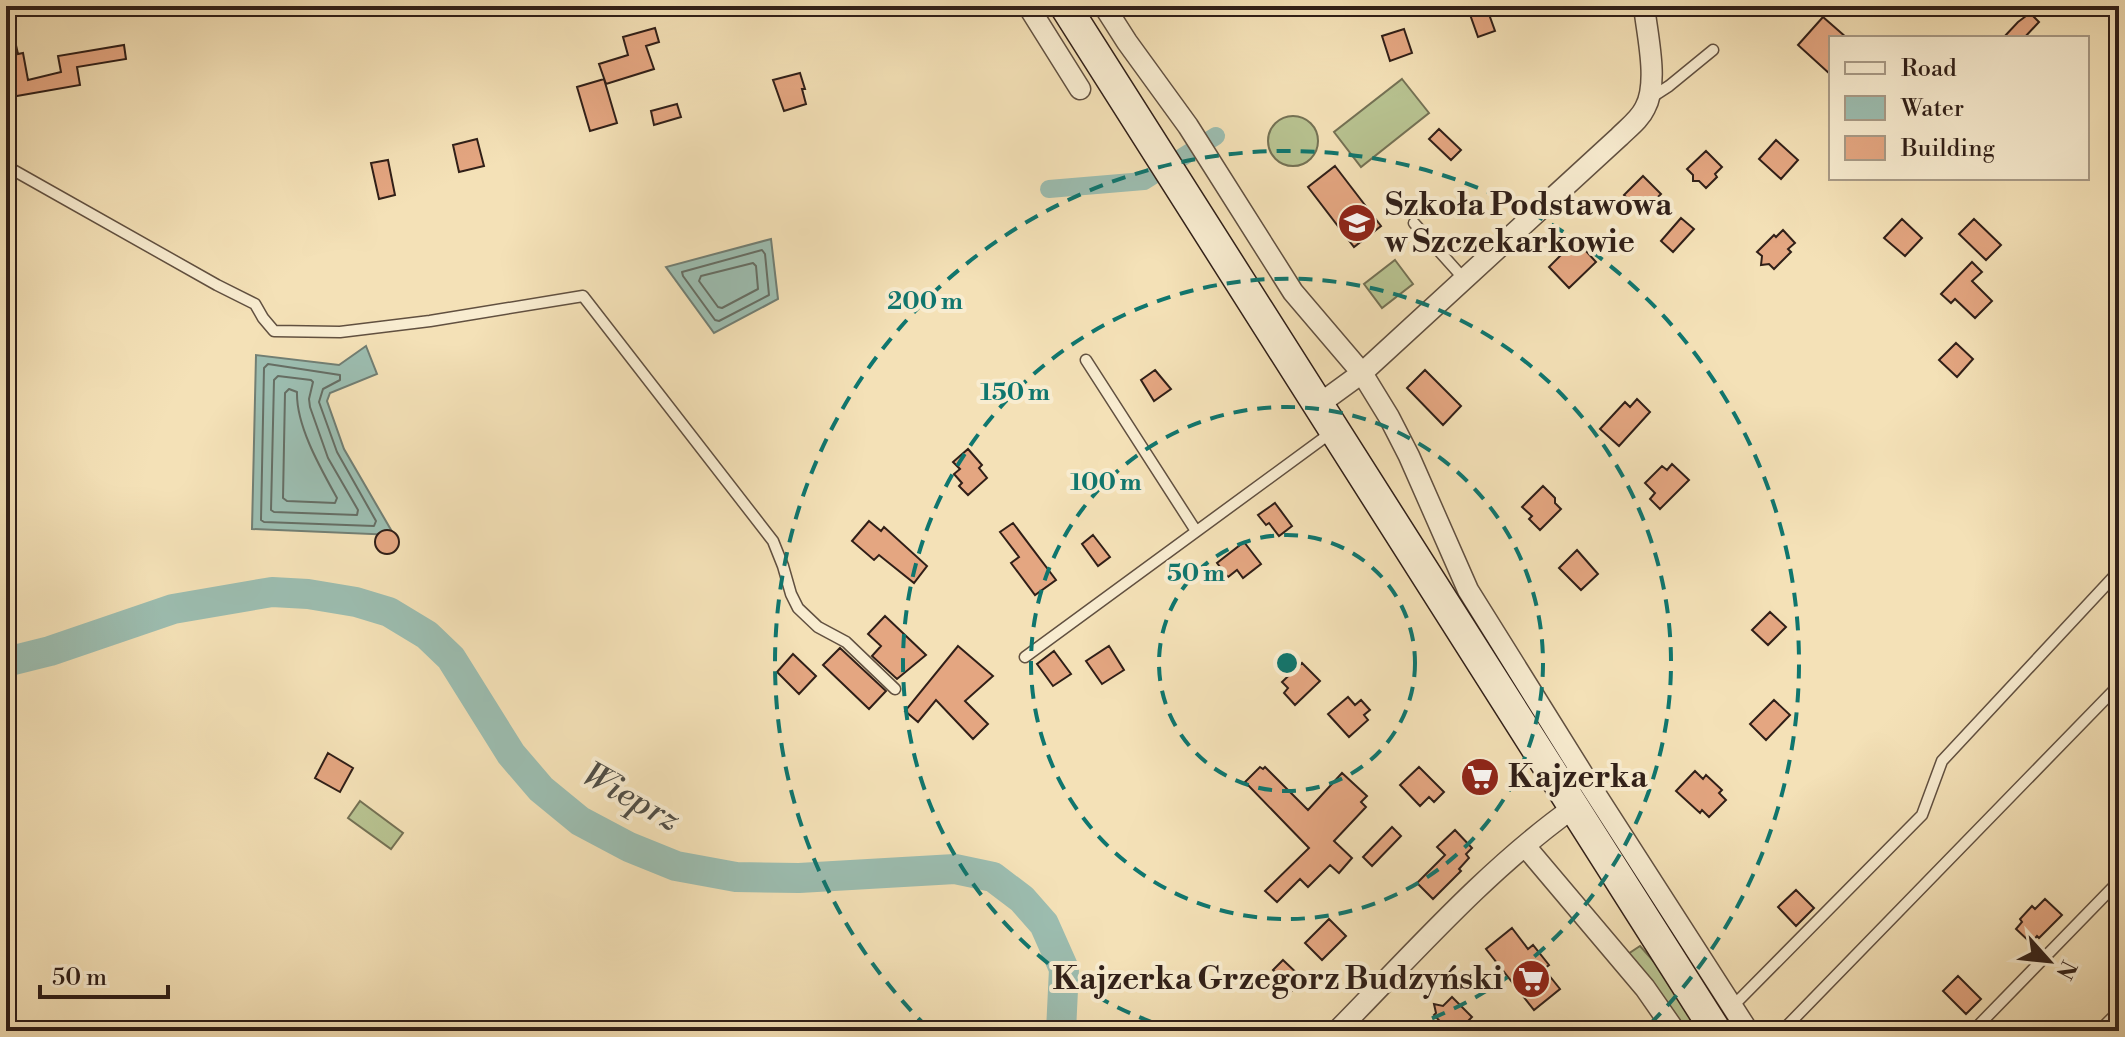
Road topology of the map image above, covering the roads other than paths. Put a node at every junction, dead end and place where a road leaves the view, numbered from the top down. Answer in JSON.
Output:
{"nodes":[{"id":1,"x":1028,"y":6,"type":"edge"},
{"id":2,"x":1065,"y":6,"type":"edge"},
{"id":3,"x":1104,"y":6,"type":"edge"},
{"id":4,"x":1644,"y":6,"type":"edge"},
{"id":5,"x":1713,"y":50,"type":"dead end"},
{"id":6,"x":1080,"y":89,"type":"dead end"},
{"id":7,"x":1650,"y":98,"type":"junction"},
{"id":8,"x":6,"y":166,"type":"edge"},
{"id":9,"x":1414,"y":223,"type":"dead end"},
{"id":10,"x":1465,"y":280,"type":"junction"},
{"id":11,"x":1086,"y":360,"type":"dead end"},
{"id":12,"x":1362,"y":373,"type":"junction"},
{"id":13,"x":1318,"y":405,"type":"junction"},
{"id":14,"x":1334,"y":431,"type":"junction"},
{"id":15,"x":1196,"y":531,"type":"junction"},
{"id":16,"x":2119,"y":571,"type":"edge"},
{"id":17,"x":1025,"y":657,"type":"dead end"},
{"id":18,"x":2119,"y":685,"type":"edge"},
{"id":19,"x":895,"y":689,"type":"dead end"},
{"id":20,"x":1573,"y":808,"type":"junction"},
{"id":21,"x":1525,"y":846,"type":"junction"},
{"id":22,"x":2119,"y":881,"type":"edge"},
{"id":23,"x":2119,"y":1011,"type":"edge"},
{"id":24,"x":1725,"y":1019,"type":"edge"},
{"id":25,"x":1337,"y":1031,"type":"edge"},
{"id":26,"x":1675,"y":1031,"type":"edge"},
{"id":27,"x":1748,"y":1031,"type":"edge"},
{"id":28,"x":1782,"y":1031,"type":"edge"},
{"id":29,"x":1973,"y":1031,"type":"edge"},
{"id":30,"x":2099,"y":1031,"type":"edge"}],
"edges":[{"from":1,"to":6,"type":"street"},
{"from":2,"to":13,"type":"main road"},
{"from":3,"to":12,"type":"street"},
{"from":4,"to":7,"type":"street"},
{"from":5,"to":7,"type":"lane"},
{"from":7,"to":10,"type":"street"},
{"from":8,"to":19,"type":"lane"},
{"from":9,"to":10,"type":"lane"},
{"from":10,"to":12,"type":"street"},
{"from":11,"to":15,"type":"lane"},
{"from":12,"to":13,"type":"street"},
{"from":12,"to":24,"type":"street"},
{"from":13,"to":14,"type":"main road"},
{"from":14,"to":15,"type":"lane"},
{"from":14,"to":20,"type":"main road"},
{"from":15,"to":17,"type":"lane"},
{"from":16,"to":24,"type":"lane"},
{"from":18,"to":28,"type":"lane"},
{"from":20,"to":21,"type":"street"},
{"from":20,"to":24,"type":"main road"},
{"from":21,"to":25,"type":"street"},
{"from":21,"to":26,"type":"street"},
{"from":22,"to":29,"type":"lane"},
{"from":23,"to":30,"type":"lane"},
{"from":24,"to":27,"type":"street"}]}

*WHAT TO WORK ON*
Word for word, please reproduce each entry above and leave out every picture.

*ANSWER BOX*
Road topology of the map image above, covering the roads other than paths. Put a node at every junction, dead end and place where a road leaves the view, numbered from the top down. Answer in JSON.
Output:
{"nodes":[{"id":1,"x":1028,"y":6,"type":"edge"},
{"id":2,"x":1065,"y":6,"type":"edge"},
{"id":3,"x":1104,"y":6,"type":"edge"},
{"id":4,"x":1644,"y":6,"type":"edge"},
{"id":5,"x":1713,"y":50,"type":"dead end"},
{"id":6,"x":1080,"y":89,"type":"dead end"},
{"id":7,"x":1650,"y":98,"type":"junction"},
{"id":8,"x":6,"y":166,"type":"edge"},
{"id":9,"x":1414,"y":223,"type":"dead end"},
{"id":10,"x":1465,"y":280,"type":"junction"},
{"id":11,"x":1086,"y":360,"type":"dead end"},
{"id":12,"x":1362,"y":373,"type":"junction"},
{"id":13,"x":1318,"y":405,"type":"junction"},
{"id":14,"x":1334,"y":431,"type":"junction"},
{"id":15,"x":1196,"y":531,"type":"junction"},
{"id":16,"x":2119,"y":571,"type":"edge"},
{"id":17,"x":1025,"y":657,"type":"dead end"},
{"id":18,"x":2119,"y":685,"type":"edge"},
{"id":19,"x":895,"y":689,"type":"dead end"},
{"id":20,"x":1573,"y":808,"type":"junction"},
{"id":21,"x":1525,"y":846,"type":"junction"},
{"id":22,"x":2119,"y":881,"type":"edge"},
{"id":23,"x":2119,"y":1011,"type":"edge"},
{"id":24,"x":1725,"y":1019,"type":"edge"},
{"id":25,"x":1337,"y":1031,"type":"edge"},
{"id":26,"x":1675,"y":1031,"type":"edge"},
{"id":27,"x":1748,"y":1031,"type":"edge"},
{"id":28,"x":1782,"y":1031,"type":"edge"},
{"id":29,"x":1973,"y":1031,"type":"edge"},
{"id":30,"x":2099,"y":1031,"type":"edge"}],
"edges":[{"from":1,"to":6,"type":"street"},
{"from":2,"to":13,"type":"main road"},
{"from":3,"to":12,"type":"street"},
{"from":4,"to":7,"type":"street"},
{"from":5,"to":7,"type":"lane"},
{"from":7,"to":10,"type":"street"},
{"from":8,"to":19,"type":"lane"},
{"from":9,"to":10,"type":"lane"},
{"from":10,"to":12,"type":"street"},
{"from":11,"to":15,"type":"lane"},
{"from":12,"to":13,"type":"street"},
{"from":12,"to":24,"type":"street"},
{"from":13,"to":14,"type":"main road"},
{"from":14,"to":15,"type":"lane"},
{"from":14,"to":20,"type":"main road"},
{"from":15,"to":17,"type":"lane"},
{"from":16,"to":24,"type":"lane"},
{"from":18,"to":28,"type":"lane"},
{"from":20,"to":21,"type":"street"},
{"from":20,"to":24,"type":"main road"},
{"from":21,"to":25,"type":"street"},
{"from":21,"to":26,"type":"street"},
{"from":22,"to":29,"type":"lane"},
{"from":23,"to":30,"type":"lane"},
{"from":24,"to":27,"type":"street"}]}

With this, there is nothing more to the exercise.